John Joseph McMahon (September 27, 1875 – December 31, 1932) was an American prelate of the Roman Catholic Church. He served as bishop of the Diocese of Trenton in New Jersey from 1928 until his death in 1932.

Biography

Early life 
John McMahon was born on September 27, 1875, in Hinsdale, New York. He graduated from Union High School in 1893. McMahon then attended St. Bonaventure University in Allegany, New York, earning a Bachelor of Arts degree.  He completed his theological studies at the Pontifical Urbaniana University in Rome.

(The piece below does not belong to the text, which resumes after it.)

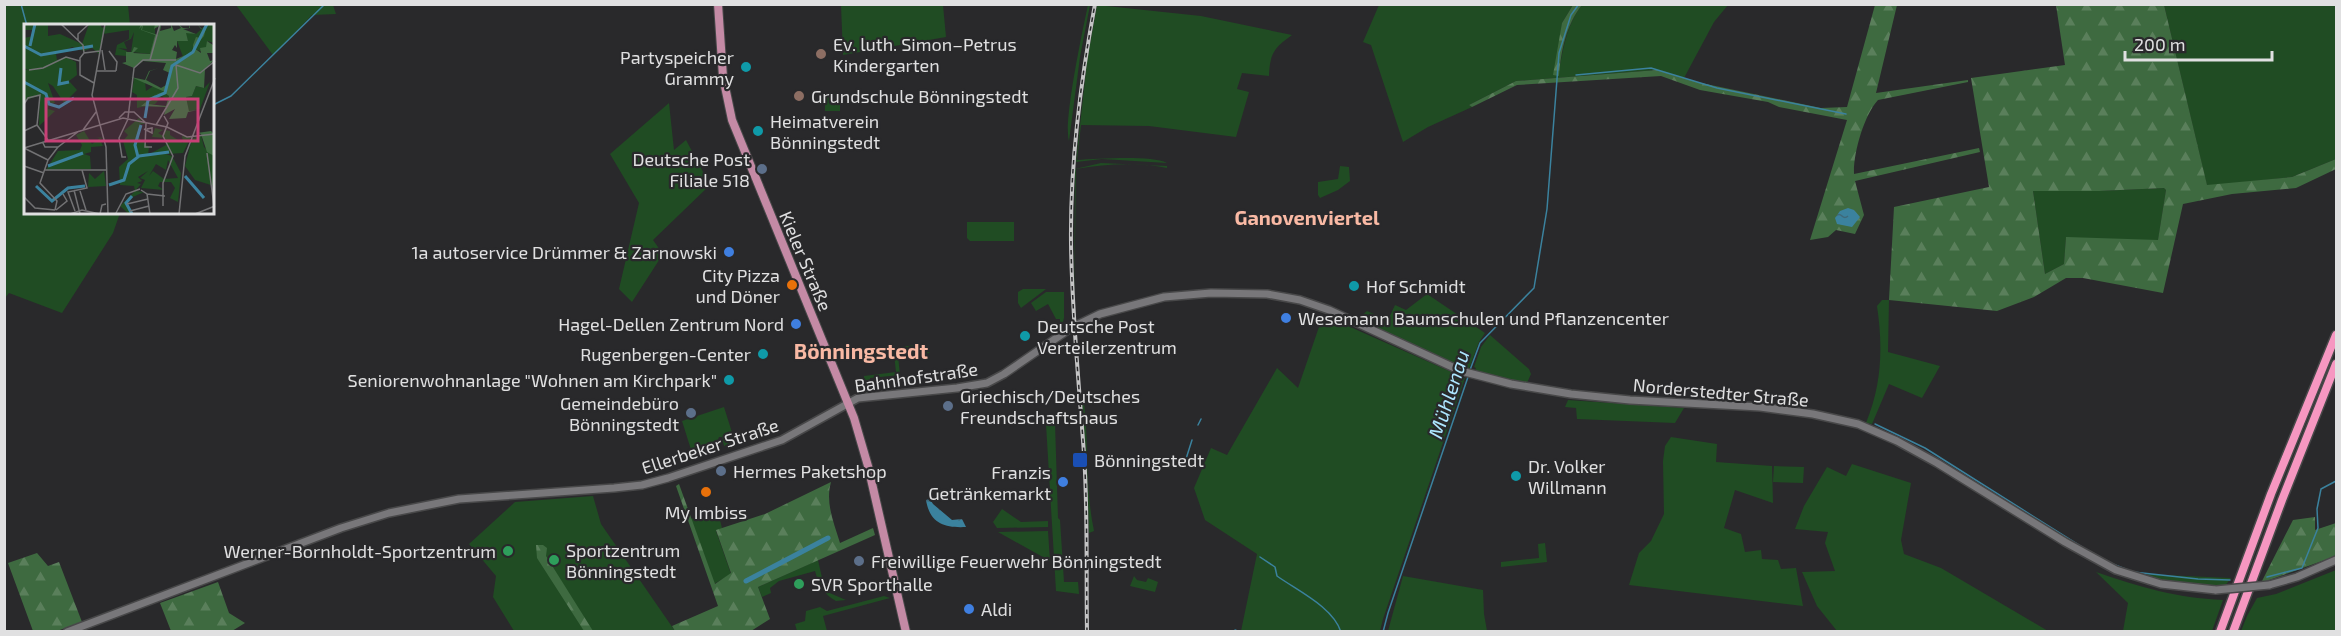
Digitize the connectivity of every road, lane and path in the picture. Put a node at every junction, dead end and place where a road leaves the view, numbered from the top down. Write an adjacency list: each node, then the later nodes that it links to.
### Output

McMahon was ordained to the priesthood for the Diocese of Buffalo on May 20, 1900. On returning to New York, he served as a curate in parishes in Jamestown and Buffalo before becoming pastor of a parish in Newfane. He also served as assistant superintendent of diocesan schools and director of the Holy Name Society.

Bishop of Trenton 
On March 2, 1928, McMahon was appointed the fourth bishop of  the Diocese of Trenton by Pope Pius XI. He received his episcopal consecration on April 26, 1928, from Bishop William Turner, with Bishops Thomas Walsh and Edmund Gibbons serving as co-consecrators, at St. Joseph's Cathedral. He was installed at St. Mary's Cathedral, Trenton, New Jersey on May 10, 1928. 

After four years as bishop, John McMahon died in Buffalo at age 57 on December 31, 1932.

References

1875 births
1932 deaths
People from Cattaraugus County, New York
20th-century Roman Catholic bishops in the United States
St. Bonaventure University alumni
Roman Catholic bishops of Trenton
Catholics from New York (state)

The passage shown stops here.